= DATA LISTING =
- Opening Delimiter -
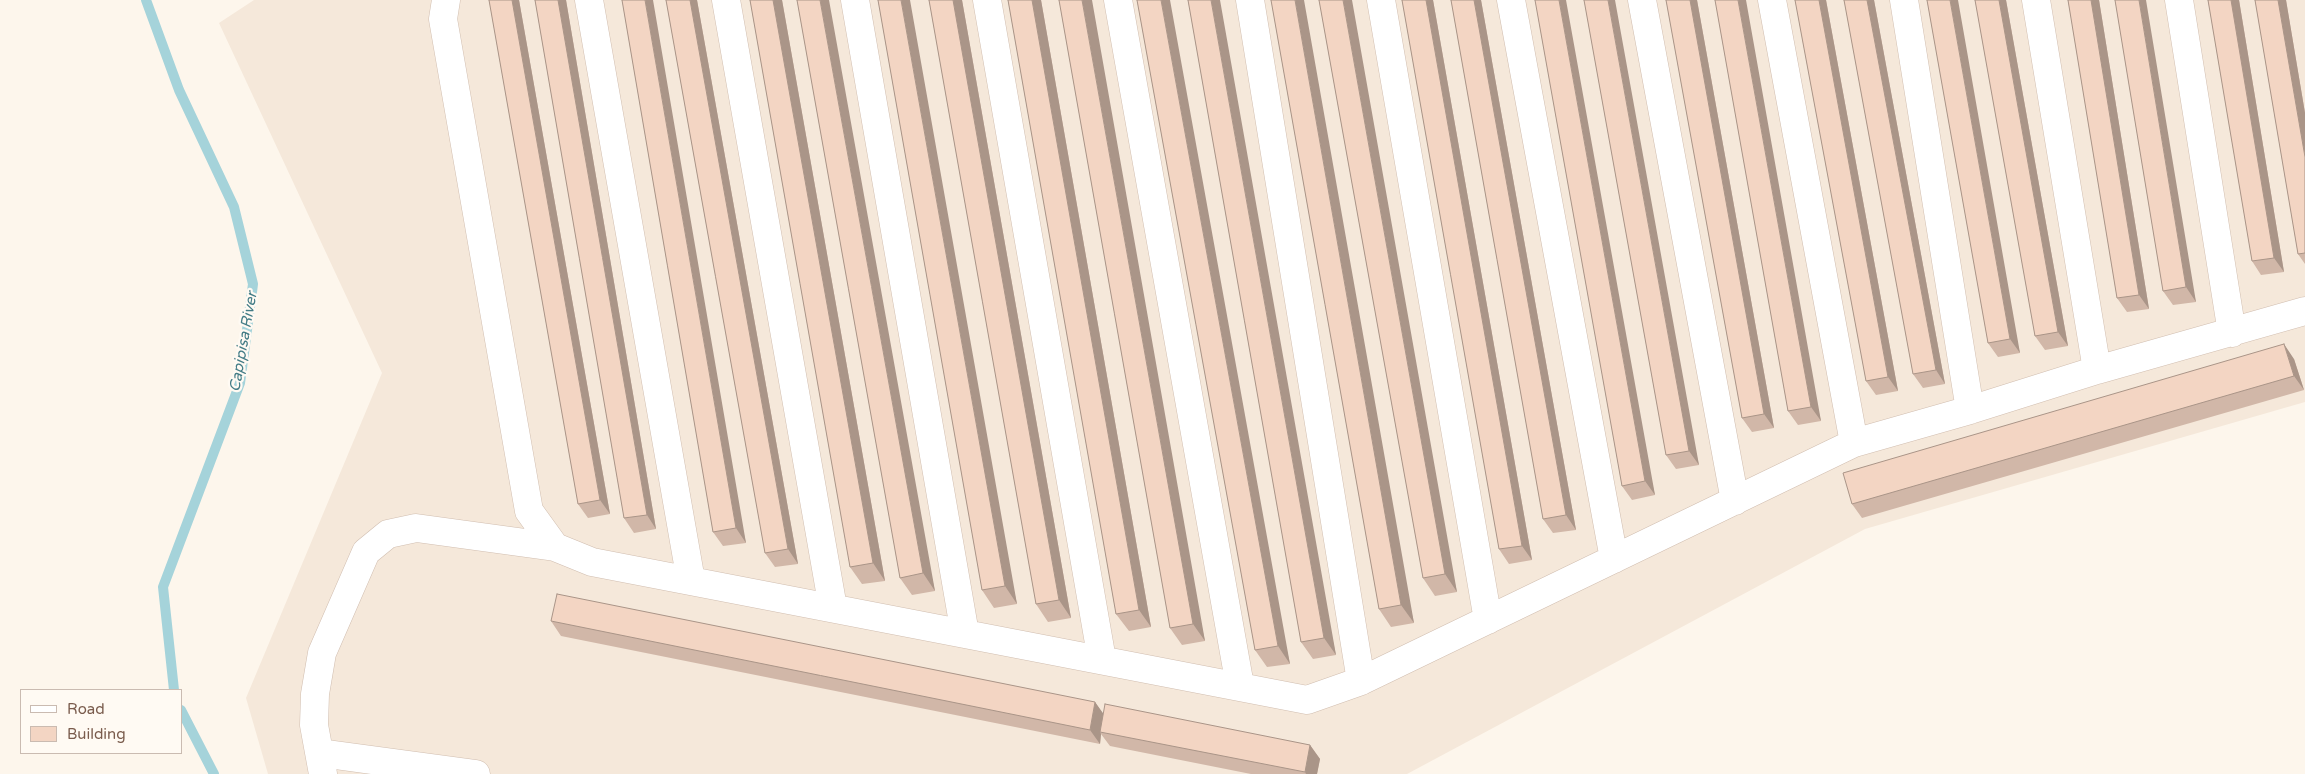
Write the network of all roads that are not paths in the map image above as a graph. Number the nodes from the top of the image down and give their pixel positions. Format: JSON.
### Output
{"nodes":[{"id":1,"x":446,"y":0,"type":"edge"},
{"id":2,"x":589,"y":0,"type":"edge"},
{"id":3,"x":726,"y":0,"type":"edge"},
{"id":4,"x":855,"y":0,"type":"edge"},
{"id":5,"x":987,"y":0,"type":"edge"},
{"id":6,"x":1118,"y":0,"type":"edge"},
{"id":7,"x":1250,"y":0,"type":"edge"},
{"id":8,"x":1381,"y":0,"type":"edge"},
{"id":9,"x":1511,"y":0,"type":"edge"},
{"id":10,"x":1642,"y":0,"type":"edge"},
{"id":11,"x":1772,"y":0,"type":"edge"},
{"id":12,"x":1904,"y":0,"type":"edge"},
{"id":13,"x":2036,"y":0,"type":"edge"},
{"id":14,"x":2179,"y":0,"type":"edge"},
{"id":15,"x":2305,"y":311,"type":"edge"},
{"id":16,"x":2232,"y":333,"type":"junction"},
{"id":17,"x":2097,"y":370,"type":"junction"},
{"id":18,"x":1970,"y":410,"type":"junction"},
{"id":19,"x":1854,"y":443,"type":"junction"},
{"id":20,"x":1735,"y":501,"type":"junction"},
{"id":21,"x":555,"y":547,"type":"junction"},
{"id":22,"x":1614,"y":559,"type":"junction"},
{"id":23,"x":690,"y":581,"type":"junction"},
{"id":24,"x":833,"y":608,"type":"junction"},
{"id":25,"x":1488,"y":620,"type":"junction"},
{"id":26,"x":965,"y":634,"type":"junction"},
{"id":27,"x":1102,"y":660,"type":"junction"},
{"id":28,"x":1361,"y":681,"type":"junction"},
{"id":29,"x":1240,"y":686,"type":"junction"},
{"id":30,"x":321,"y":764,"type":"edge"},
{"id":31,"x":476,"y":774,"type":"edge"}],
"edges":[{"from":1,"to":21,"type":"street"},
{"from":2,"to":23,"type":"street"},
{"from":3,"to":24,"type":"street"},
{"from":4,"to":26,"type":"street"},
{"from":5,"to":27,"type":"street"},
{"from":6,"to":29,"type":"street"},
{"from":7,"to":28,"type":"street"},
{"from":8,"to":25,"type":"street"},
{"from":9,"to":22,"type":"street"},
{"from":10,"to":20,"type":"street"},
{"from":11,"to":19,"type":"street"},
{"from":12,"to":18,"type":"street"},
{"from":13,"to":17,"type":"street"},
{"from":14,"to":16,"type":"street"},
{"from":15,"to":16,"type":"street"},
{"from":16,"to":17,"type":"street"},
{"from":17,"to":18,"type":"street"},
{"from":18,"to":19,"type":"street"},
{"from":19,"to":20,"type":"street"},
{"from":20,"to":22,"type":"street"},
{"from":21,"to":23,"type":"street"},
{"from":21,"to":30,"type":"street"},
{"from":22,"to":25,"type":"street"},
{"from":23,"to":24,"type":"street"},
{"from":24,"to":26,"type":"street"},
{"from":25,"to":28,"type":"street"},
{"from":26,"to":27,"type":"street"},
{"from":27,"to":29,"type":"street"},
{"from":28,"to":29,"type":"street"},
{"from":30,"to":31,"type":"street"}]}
- Closing Delimiter -
= TASK BRIEF =
Return each line from the entries above that includes "nodes".

= ANSWER TO THE EXERCISE =
Write the network of all roads that are not paths in the map image above as a graph. Number the nodes from the top of the image down and give their pixel positions. Format: JSON.
{"nodes":[{"id":1,"x":446,"y":0,"type":"edge"},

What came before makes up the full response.